Gibby shook her head. “Hester, bless her heart, is coming back in a few minutes with some of my things. She’s also going to take care of Samson and Oscar for the next few days.” Waving her hand at them, she closed her eyes. “You go on now and find out who this terrible person is before he hurts someone else.”
Savannah leaned over and kissed Gibby’s forehead, feeling an intense affection for the woman who had been in her life for as long as she could remember. They had often laughed at Gibby’s antics and tolerated her eccentricities. This incident had brought home to Savannah just how much she loved the older woman. It could have been so much worse.
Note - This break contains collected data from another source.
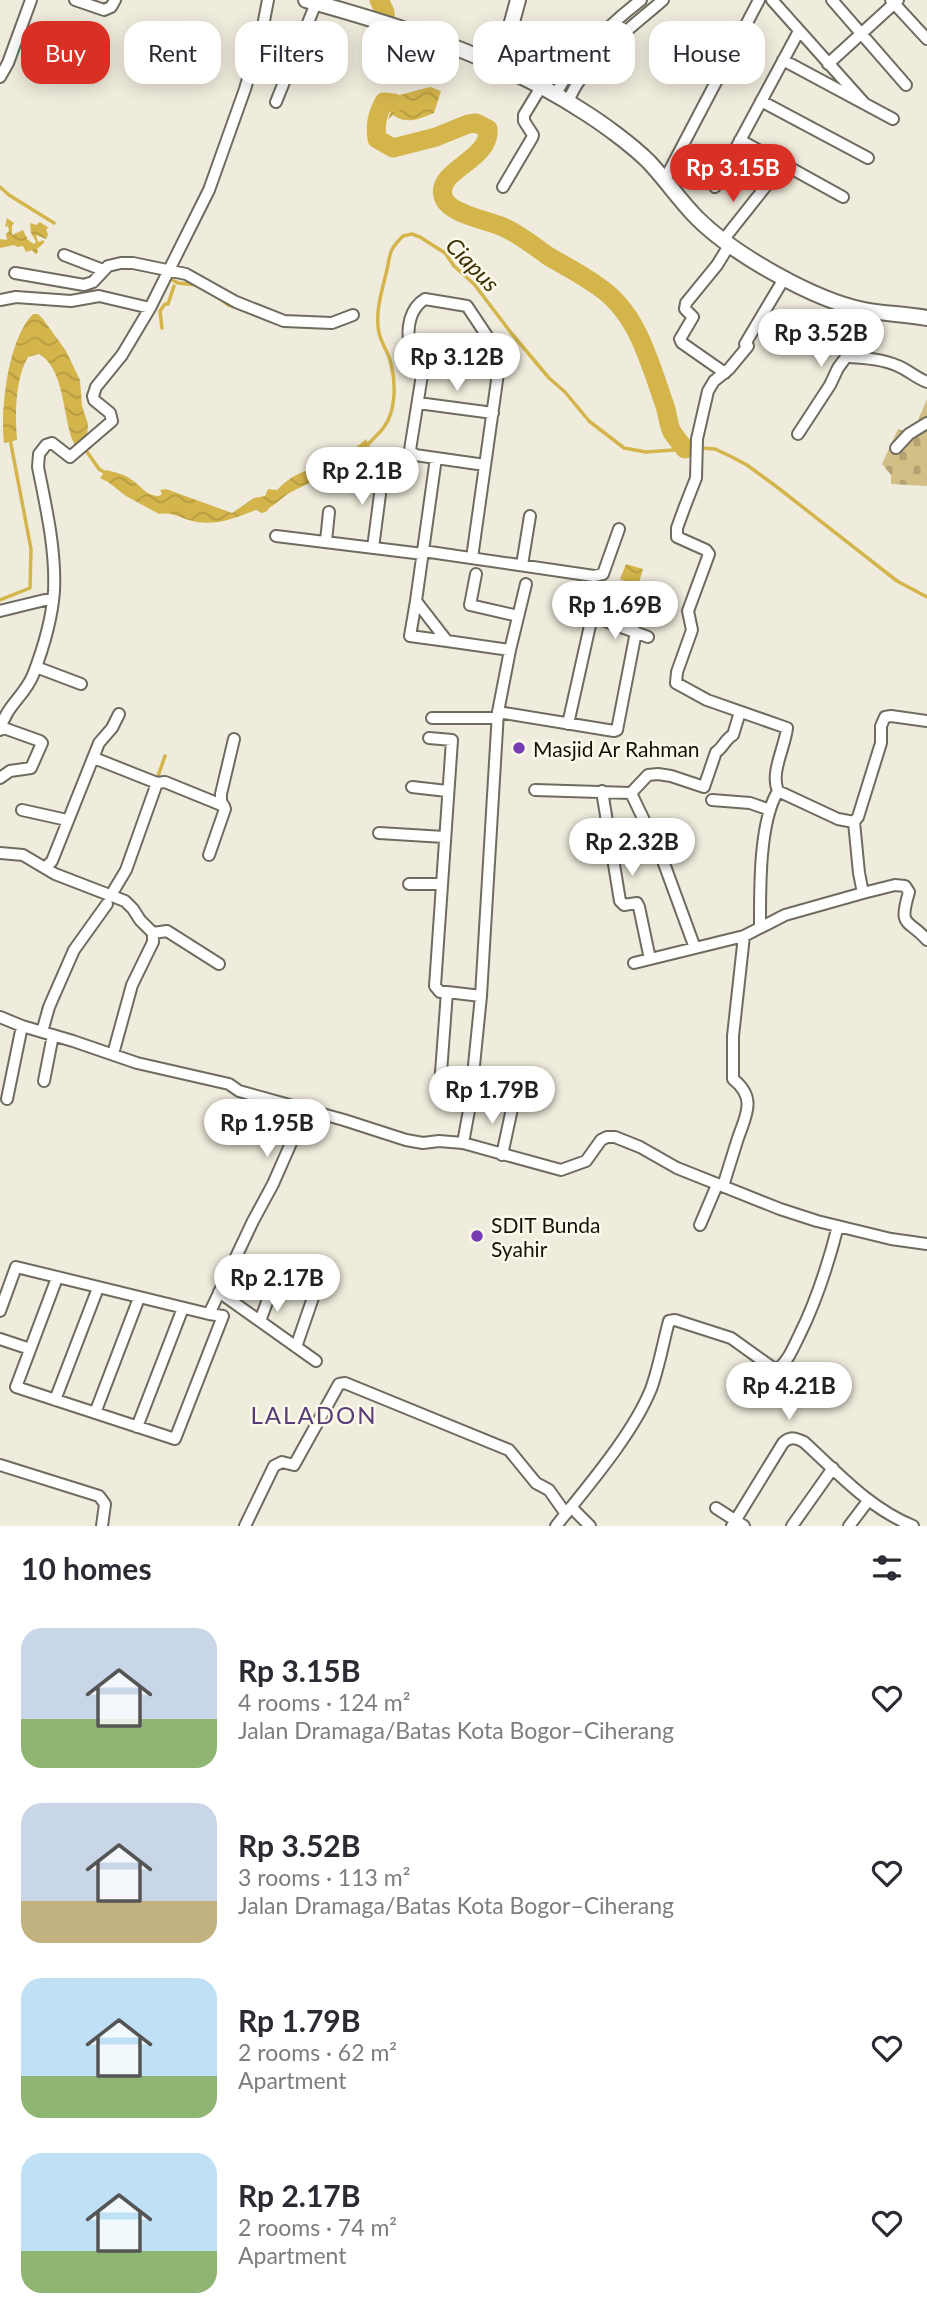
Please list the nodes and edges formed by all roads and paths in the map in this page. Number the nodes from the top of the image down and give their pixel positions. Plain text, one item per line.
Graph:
1 (31, 0) edge
2 (75, 0) edge
3 (115, 0) edge
4 (268, 0) edge
5 (518, 0) edge
6 (641, 0) edge
7 (663, 0) edge
8 (759, 0) edge
9 (772, 0) edge
10 (832, 0) edge
11 (311, 1) edge
12 (895, 1) edge
13 (512, 21) edge
14 (615, 21) edge
15 (635, 25) edge
16 (799, 31) junction
17 (861, 34) junction
18 (927, 39) edge
19 (473, 55) edge
20 (783, 60) junction
21 (828, 64) junction
22 (0, 77) edge
23 (535, 84) edge
24 (566, 84) edge
25 (576, 84) edge
26 (906, 85) dead end
27 (541, 87) junction
28 (561, 99) junction
29 (761, 101) junction
30 (276, 102) dead end
31 (865, 104) junction
32 (893, 119) dead end
33 (740, 140) junction
34 (868, 158) dead end
35 (664, 181) junction
36 (766, 186) dead end
37 (503, 187) dead end
38 (716, 187) dead end
39 (843, 197) dead end
40 (727, 242) junction
41 (64, 255) dead end
42 (103, 270) junction
43 (170, 270) junction
44 (15, 273) dead end
45 (785, 277) junction
46 (0, 300) edge
47 (150, 309) junction
48 (865, 310) junction
49 (353, 315) dead end
50 (927, 318) edge
51 (426, 350) junction
52 (848, 357) junction
53 (500, 359) junction
54 (725, 373) junction
55 (927, 382) edge
56 (418, 403) junction
57 (493, 413) junction
58 (927, 423) edge
59 (798, 434) dead end
60 (896, 448) dead end
61 (436, 458) junction
62 (485, 465) junction
63 (383, 471) dead end
64 (330, 512) dead end
65 (530, 516) dead end
66 (619, 529) dead end
67 (276, 536) dead end
68 (326, 541) junction
69 (373, 548) junction
70 (423, 552) junction
71 (472, 558) junction
72 (522, 565) junction
73 (476, 574) dead end
74 (526, 584) dead end
75 (597, 594) dead end
76 (53, 598) junction
77 (416, 600) junction
78 (0, 611) edge
79 (518, 616) junction
80 (592, 616) junction
81 (636, 632) junction
82 (648, 637) dead end
83 (447, 641) junction
84 (510, 650) junction
85 (36, 667) junction
86 (81, 684) dead end
87 (740, 712) junction
88 (119, 714) dead end
89 (498, 715) junction
90 (432, 718) dead end
91 (927, 721) edge
92 (568, 723) junction
93 (0, 728) edge
94 (429, 738) dead end
95 (234, 739) dead end
96 (93, 758) junction
97 (0, 778) edge
98 (157, 783) junction
99 (412, 787) dead end
100 (535, 790) dead end
101 (447, 791) junction
102 (602, 791) junction
103 (778, 791) junction
104 (631, 793) junction
105 (712, 800) dead end
106 (224, 806) junction
107 (22, 810) dead end
108 (770, 810) junction
109 (67, 820) junction
110 (854, 822) junction
111 (379, 834) dead end
112 (444, 837) junction
113 (0, 854) edge
114 (209, 855) dead end
115 (45, 868) junction
116 (409, 884) dead end
117 (441, 884) junction
118 (863, 893) junction
119 (109, 900) junction
120 (760, 926) junction
121 (153, 933) junction
122 (744, 936) junction
123 (927, 940) edge
124 (695, 948) junction
125 (650, 959) junction
126 (634, 963) dead end
127 (219, 964) dead end
128 (447, 992) junction
129 (481, 996) junction
130 (0, 1017) edge
131 (22, 1026) junction
132 (47, 1034) junction
133 (113, 1054) junction
134 (44, 1081) dead end
135 (440, 1086) dead end
136 (7, 1099) dead end
137 (513, 1104) dead end
138 (306, 1109) junction
139 (463, 1143) junction
140 (502, 1155) junction
141 (720, 1185) junction
142 (700, 1225) dead end
143 (838, 1226) junction
144 (927, 1244) edge
145 (277, 1275) dead end
146 (57, 1278) junction
147 (317, 1286) dead end
148 (98, 1288) junction
149 (219, 1292) junction
150 (139, 1298) junction
151 (230, 1300) junction
152 (183, 1308) junction
153 (0, 1311) edge
154 (209, 1314) junction
155 (223, 1316) junction
156 (260, 1321) junction
157 (0, 1339) edge
158 (296, 1347) junction
159 (30, 1349) junction
160 (316, 1361) dead end
161 (55, 1400) junction
162 (95, 1413) junction
163 (136, 1427) junction
164 (0, 1465) edge
165 (833, 1468) junction
166 (868, 1501) junction
167 (716, 1508) dead end
168 (568, 1511) junction
169 (893, 1522) edge
170 (737, 1524) edge
171 (102, 1526) edge
172 (244, 1526) edge
173 (556, 1526) edge
174 (590, 1526) edge
175 (792, 1526) edge
176 (849, 1526) edge
177 (913, 1526) edge

1 - 22 street
2 - 3 street
4 - 43 street
5 - 13 street
6 - 14 street
7 - 15 street
8 - 35 street
9 - 16 street
10 - 17 street
11 - 19 street
11 - 30 street
12 - 17 street
12 - 18 street
16 - 20 street
16 - 21 street
17 - 21 street
17 - 26 street
20 - 29 street
20 - 31 street
21 - 31 street
23 - 27 street
24 - 28 street
25 - 28 street
27 - 28 street
27 - 37 street
28 - 35 street
29 - 33 street
29 - 34 street
31 - 32 street
33 - 38 street
33 - 39 street
35 - 40 street
36 - 40 street
40 - 45 street
40 - 54 street
41 - 42 street
42 - 43 street
42 - 44 street
43 - 47 street
43 - 49 street
45 - 48 street
45 - 54 street
46 - 47 street
47 - 76 street
48 - 50 street
48 - 52 street
51 - 53 street
51 - 53 street
51 - 56 street
52 - 55 street
52 - 59 street
53 - 57 street
54 - 87 street
56 - 57 street
56 - 61 street
57 - 62 street
58 - 60 street
61 - 62 street
61 - 70 street
62 - 71 street
63 - 69 street
64 - 68 street
65 - 72 street
66 - 72 street
67 - 68 street
68 - 69 street
69 - 70 street
70 - 71 street
70 - 77 street
71 - 72 street
73 - 79 street
74 - 79 street
75 - 80 street
76 - 78 street
76 - 85 street
77 - 83 street
77 - 83 street
79 - 84 street
80 - 81 street
80 - 92 street
81 - 82 street
81 - 92 street
83 - 84 street
84 - 89 street
85 - 86 street
85 - 93 street
87 - 103 street
87 - 104 street
88 - 96 street
89 - 90 street
89 - 92 street
89 - 129 street
91 - 110 street
93 - 97 street
94 - 101 street
95 - 106 street
96 - 98 street
96 - 109 street
98 - 106 street
98 - 119 street
99 - 101 street
100 - 102 street
101 - 112 street
102 - 104 street
102 - 125 street
103 - 108 street
103 - 110 street
104 - 124 street
105 - 108 street
106 - 114 street
107 - 109 street
108 - 120 street
109 - 115 street
110 - 118 street
111 - 112 street
112 - 117 street
113 - 115 street
115 - 119 street
116 - 117 street
117 - 128 street
118 - 120 street
118 - 123 street
119 - 121 street
119 - 132 street
120 - 122 street
121 - 127 street
121 - 133 street
122 - 124 street
122 - 141 street
124 - 125 street
125 - 126 street
128 - 129 street
128 - 135 street
129 - 139 street
130 - 131 street
131 - 132 street
131 - 136 street
132 - 133 street
132 - 134 street
133 - 138 street
137 - 140 street
138 - 139 street
138 - 149 street
139 - 140 street
140 - 141 street
141 - 142 street
141 - 143 street
143 - 144 street
143 - 168 street
145 - 156 street
146 - 148 street
146 - 153 street
146 - 159 street
147 - 158 street
148 - 150 street
148 - 161 street
149 - 151 street
149 - 154 street
150 - 152 street
150 - 162 street
151 - 155 street
151 - 156 street
152 - 154 street
152 - 163 street
154 - 155 street
155 - 163 street
156 - 158 street
157 - 159 street
158 - 160 street
159 - 161 street
161 - 162 street
162 - 163 street
164 - 171 street
165 - 166 street
165 - 170 street
165 - 175 street
166 - 169 street
166 - 176 street
167 - 170 street
168 - 172 street
168 - 173 street
168 - 174 street
169 - 177 street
Zach opened the door for her and they walked out of the room together. Brody was leaning against the wall. Heavily muscled arms were crossed in front of him in a forbidding pose, the vivid tattoos on them making him look all the more fierce.
“Thank you for coming on such short notice and looking out for Gibby. She’s very special to me.”
Brody gave a nod. “My pleasure, ma’am. She’s a real sweet woman.”
Savannah held back a laugh. Apparently both Brody and Gibby thought the other was sweet.
“Besides,” Brody continued, “Zach only has to ask. He knows Logan and I would do anything for him.”
Based on her earlier conversation with Zach, Savannah knew that both Brody and Logan had served with him in the army. She was surprised to see a slight flush of color on Zach’s cheeks at Brody’s words. There was definitely a story there.
Zach backslapped Brody once again and then they headed outside, back to the patrol car.
Savannah breathed in the hot, humid air of another steamy summer’s day in Midnight. Everything seemed peaceful, normal and nonthreatening. The phrase “still waters run deep” aptly fit this town. Who would have guessed that her lazy little hometown held a murderer in its easygoing, laid-back midst?
Suddenly remembering a question she’d meant to ask Zach the moment she saw him this morning, she said, “The police and coroner’s reports. Did you have a chance to find them?”
His already grim face went darker. “Yes and no.”
She stopped in the middle of the parking lot. “What does that mean?”
“The police report was half-assed … barely one page. No photographs of the scene. Two statements from witnesses claiming your father was enraged at the country club. One statement from the bartender at Shorty’s Bar saying your father had four bourbons. Two more witness statements from the bar’s patrons who said he sat at the bar drinking for a couple of hours and then left.”
“No photographs?” Savannah shook her head, appalled at how unprofessional and inept Mosby had been. “What about the coroner’s report? There should be a—” She broke off abruptly when he started shaking his head.
“Only one coroner’s report—your mother’s. Nothing for your daddy.”
“That makes no sense. There has to be.”
“If there was, it’s been lost or was destroyed.”
At a loss, she could only stare at him. She would review the police report and coroner’s report for her mother’s death, but it was the one for her father she had hoped to glean the most information from. That report was the only substantial piece of evidence she would have had to prove that he didn’t kill himself. The coroner would have pointed out any other injuries her father had, including defensive wounds. Beckett Wilde would have fought tooth and nail to save not only his life, but also his wife’s. The murderer would have had to be as large as or even larger than her father to be able to hang him. And he would have fought with all of his might to prevent that. The report could have revealed so much. Without it, she had nothing.
Unknowingly, she spoke the words out loud. “What am I going to do?”
“Not you, Savannah. We. And what we’re going to do is find out who killed your parents.”